[[ INFORMATION SUPPLIED, beginning ]]
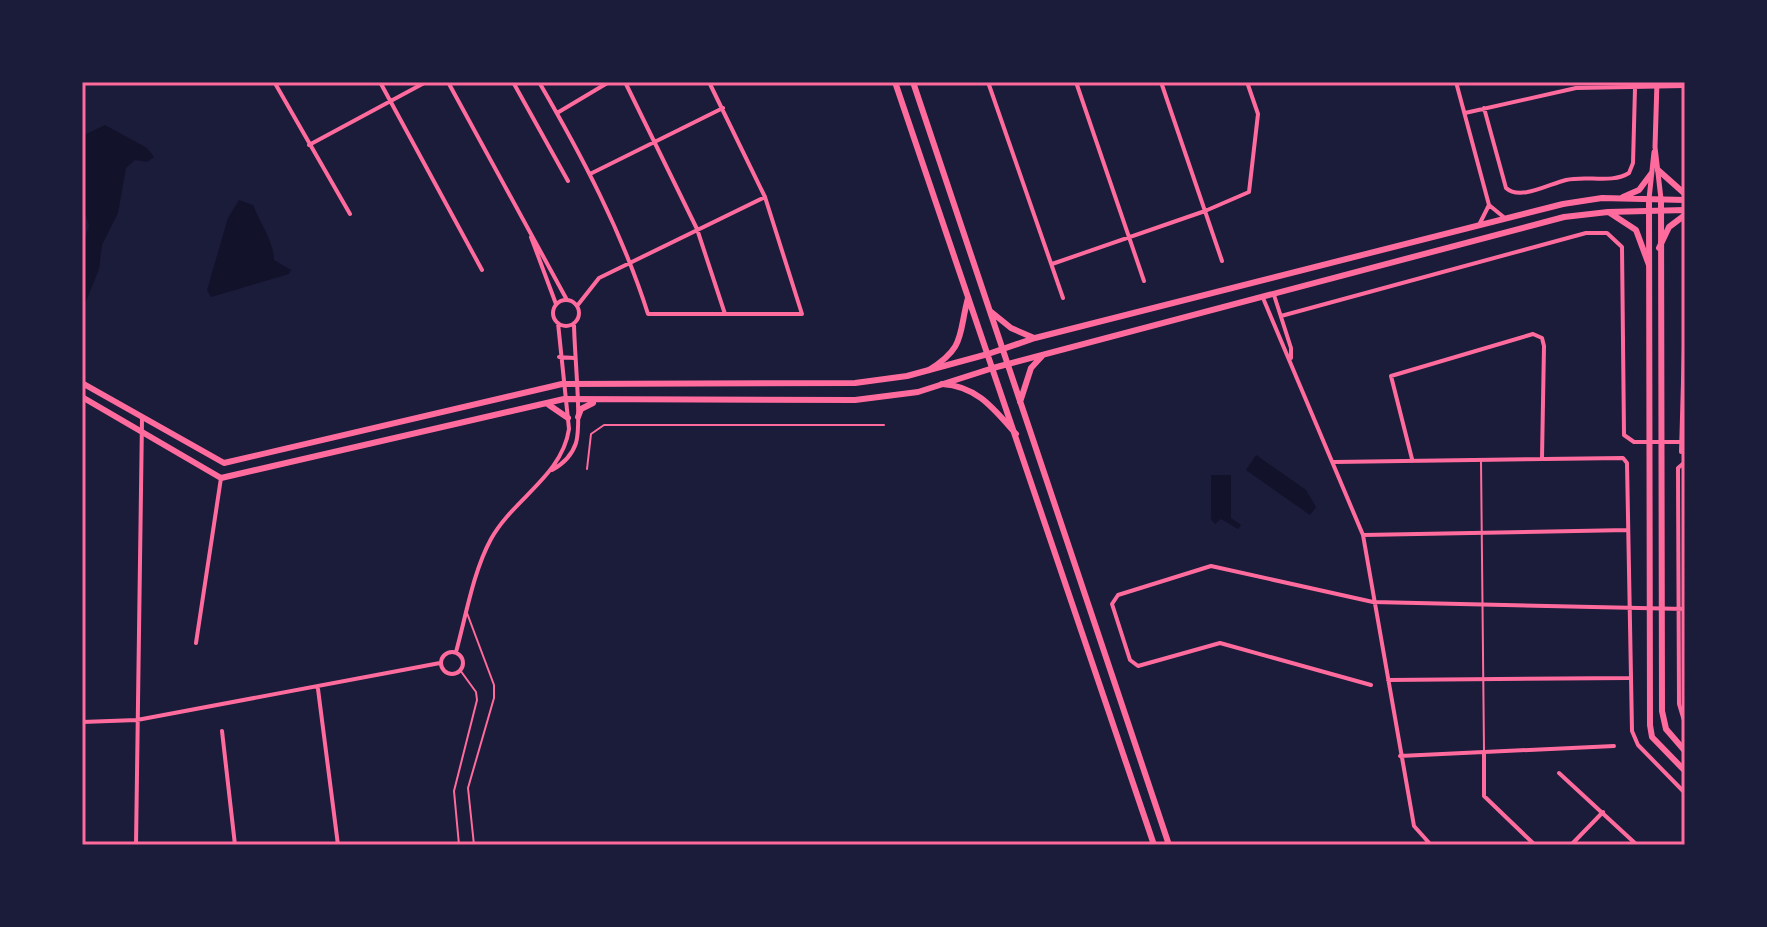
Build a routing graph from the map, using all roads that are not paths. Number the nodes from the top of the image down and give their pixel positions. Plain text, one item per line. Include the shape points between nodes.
1 (380, 82) edge
2 (426, 82) edge
3 (448, 82) edge
4 (513, 82) edge
5 (539, 82) edge
6 (609, 82) edge
7 (625, 82) edge
8 (709, 82) edge
9 (896, 82) edge
10 (913, 82) edge
11 (988, 82) edge
12 (1076, 82) edge
13 (1161, 82) edge
14 (1247, 82) edge
15 (1456, 82) edge
16 (276, 85) dead end
17 (1657, 85) edge
18 (1633, 86) edge
19 (1685, 86) edge
20 (390, 100) junction
21 (723, 108) junction
22 (1484, 108) junction
23 (557, 113) junction
24 (1465, 113) junction
25 (656, 141) junction
26 (309, 145) junction
27 (1655, 147) junction
28 (1658, 170) junction
29 (590, 174) junction
30 (1651, 174) junction
31 (568, 181) dead end
32 (765, 197) junction
33 (1685, 197) edge
34 (1620, 198) junction
35 (1649, 199) junction
36 (1661, 199) junction
37 (1489, 205) junction
38 (1205, 211) junction
39 (1649, 211) junction
40 (1661, 211) junction
41 (1608, 212) junction
42 (1685, 213) edge
43 (350, 214) dead end
44 (1507, 219) junction
45 (1478, 227) junction
46 (697, 229) junction
47 (530, 231) junction
48 (1129, 238) junction
49 (1659, 248) junction
50 (1222, 261) dead end
51 (631, 262) junction
52 (1052, 264) junction
53 (1649, 265) junction
54 (552, 267) junction
55 (482, 270) dead end
56 (542, 271) junction
57 (1144, 281) dead end
58 (559, 282) junction
59 (549, 287) junction
60 (1274, 295) junction
61 (968, 297) junction
62 (1063, 298) dead end
63 (1263, 298) junction
64 (567, 300) junction
65 (557, 304) junction
66 (577, 306) junction
67 (987, 308) junction
68 (1685, 311) edge
69 (725, 314) junction
70 (1281, 316) junction
71 (558, 323) junction
72 (574, 323) junction
73 (1035, 338) junction
74 (1002, 349) junction
75 (1045, 353) junction
76 (988, 354) junction
77 (559, 357) junction
78 (574, 358) junction
79 (1290, 360) junction
80 (1007, 364) junction
81 (993, 368) junction
82 (929, 370) junction
83 (82, 383) edge
84 (575, 383) junction
85 (562, 384) junction
86 (942, 384) junction
87 (82, 397) edge
88 (564, 399) junction
89 (576, 400) junction
90 (596, 401) junction
91 (1020, 403) junction
92 (541, 404) junction
93 (578, 417) junction
94 (568, 418) junction
95 (142, 419) junction
96 (884, 425) dead end
97 (142, 434) junction
98 (1018, 437) junction
99 (1648, 442) junction
100 (1662, 442) junction
101 (1680, 442) junction
102 (1681, 452) dead end
103 (1542, 458) junction
104 (1412, 460) junction
105 (1481, 460) junction
106 (1334, 462) junction
107 (1685, 462) edge
108 (587, 469) dead end
109 (551, 470) junction
110 (221, 478) junction
111 (1628, 530) junction
112 (1483, 534) junction
113 (1363, 535) junction
114 (1373, 602) junction
115 (1484, 605) junction
116 (1628, 605) junction
117 (1649, 606) junction
118 (1664, 607) junction
119 (1683, 609) edge
120 (467, 612) junction
121 (1102, 642) junction
122 (196, 643) dead end
123 (1087, 646) junction
124 (456, 652) junction
125 (440, 663) junction
126 (460, 670) junction
127 (1484, 678) junction
128 (1629, 678) junction
129 (1388, 680) junction
130 (1371, 685) dead end
131 (318, 688) junction
132 (137, 720) junction
133 (82, 722) edge
134 (1685, 724) edge
135 (222, 731) dead end
136 (1132, 735) junction
137 (1118, 737) junction
138 (1614, 746) dead end
139 (1685, 751) edge
140 (1484, 752) junction
141 (1400, 756) junction
142 (1685, 771) edge
143 (1559, 773) dead end
144 (1685, 793) edge
145 (1603, 812) junction
146 (136, 845) edge
147 (235, 845) edge
148 (338, 845) edge
149 (459, 845) edge
150 (474, 845) edge
151 (1154, 845) edge
152 (1169, 845) edge
153 (1431, 845) edge
154 (1535, 845) edge
155 (1571, 845) edge
156 (1637, 845) edge

1 - 20 street
2 - 20 street
3 - 47 street
4 - 31 street
5 - 23 street
6 - 23 street
7 - 25 street
8 - 21 street
9 - 61 main road
10 - 67 main road
11 - 52 street
12 - 48 street
13 - 38 street
14 - 38 street via 1258,114 1253,184 1245,196
15 - 24 street
16 - 26 street
17 - 18 street
17 - 19 street
17 - 27 street
18 - 22 street via 1576,88
18 - 22 street via 1629,173 1569,179 1519,193 1506,188
20 - 26 street
20 - 55 street
21 - 25 street
21 - 32 street
22 - 24 street
23 - 29 street
24 - 37 street
25 - 29 street
25 - 46 street
26 - 43 street
27 - 28 street
27 - 30 street
28 - 33 main road
28 - 36 street
29 - 51 street
30 - 34 main road via 1639,190
30 - 35 street
32 - 46 street
32 - 69 street via 802,314
33 - 36 main road
34 - 35 main road
34 - 44 main road via 1582,200
35 - 36 main road
35 - 39 main road
36 - 40 main road
37 - 44 street
37 - 45 street
38 - 48 street
38 - 50 street
39 - 40 main road
39 - 41 main road
39 - 53 main road
40 - 42 main road
40 - 49 main road
41 - 53 main road via 1636,230
41 - 60 main road via 1564,217
42 - 49 main road via 1669,227
44 - 45 main road
45 - 73 main road
46 - 51 street
46 - 69 street
47 - 54 street
47 - 56 street
48 - 52 street
48 - 57 street
49 - 100 main road
51 - 66 street via 599,278
51 - 69 street via 648,314
52 - 62 street
53 - 99 main road
54 - 56 street
54 - 58 street
56 - 59 street
58 - 59 street
58 - 64 street
59 - 65 street
60 - 63 main road
60 - 70 street
61 - 76 main road
61 - 82 main road via 959,344
63 - 75 main road
63 - 79 street
64 - 65 street
64 - 66 street
65 - 71 street
66 - 72 street
67 - 73 main road via 1011,328
67 - 74 main road
68 - 101 street
70 - 79 street
70 - 99 street via 1586,233 1607,233 1622,247 1624,435 1628,441
71 - 72 street
71 - 77 street
72 - 78 street
73 - 74 main road
74 - 76 main road
74 - 80 main road
75 - 80 main road
75 - 91 main road via 1031,368
76 - 81 main road
76 - 82 main road
77 - 78 street
77 - 85 street
78 - 84 street
79 - 106 street
80 - 81 main road
80 - 91 main road
81 - 86 main road
81 - 98 main road
82 - 84 main road via 855,383
83 - 95 main road
84 - 85 main road
84 - 89 street
85 - 88 street
85 - 95 main road via 224,463
86 - 90 main road via 855,400
86 - 98 main road via 975,392
87 - 97 main road
88 - 89 main road
88 - 92 main road
88 - 94 street
89 - 90 main road
89 - 93 street
90 - 93 main road
91 - 121 main road
92 - 94 main road via 557,407
92 - 110 main road
93 - 109 street via 573,450
94 - 109 street via 567,444
95 - 97 street
96 - 108 lane via 604,425 591,434
97 - 110 main road
97 - 132 street
98 - 123 main road
99 - 100 street
99 - 117 main road
100 - 101 street
100 - 118 main road
101 - 102 street
103 - 104 street via 1544,346 1533,334 1391,376
103 - 105 street
103 - 111 street via 1623,458
104 - 105 street
104 - 106 street
105 - 112 lane
106 - 113 street
107 - 119 street via 1678,468
109 - 120 street via 489,542
110 - 122 street
111 - 112 street
111 - 116 street
112 - 113 street
112 - 115 lane
113 - 114 street
114 - 115 street
114 - 129 street
114 - 130 street via 1211,566 1113,599 1130,660 1138,666 1220,643
115 - 116 street
115 - 127 lane
116 - 117 street
116 - 128 street
117 - 118 street
117 - 142 main road via 1650,731
118 - 119 street
118 - 139 main road via 1663,717 1669,735
119 - 134 street via 1679,704
120 - 124 street
120 - 150 lane via 494,685 468,788
121 - 123 main road
121 - 136 main road
123 - 137 main road
124 - 125 street via 444,654
124 - 126 street via 463,659
125 - 126 street via 446,673
125 - 131 street
126 - 149 lane via 477,700 454,791
127 - 128 street
127 - 129 street
127 - 140 lane
128 - 144 street via 1632,731 1638,745
129 - 141 street
131 - 132 street
131 - 148 street
132 - 133 street
132 - 146 street
135 - 147 street
136 - 137 main road via 1122,731
136 - 152 main road
137 - 151 main road
138 - 140 street
140 - 141 street
140 - 154 street via 1484,796
141 - 153 street via 1414,826
143 - 145 street
145 - 155 street
145 - 156 street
[[ INFORMATION SUPPLIED, end ]]
## EXERCISE DESCRIPTION
List, from the entries above, every line in which the word "lane" shows up.

## RESULT OF THIS TASK
96 - 108 lane via 604,425 591,434
105 - 112 lane
112 - 115 lane
115 - 127 lane
120 - 150 lane via 494,685 468,788
126 - 149 lane via 477,700 454,791
127 - 140 lane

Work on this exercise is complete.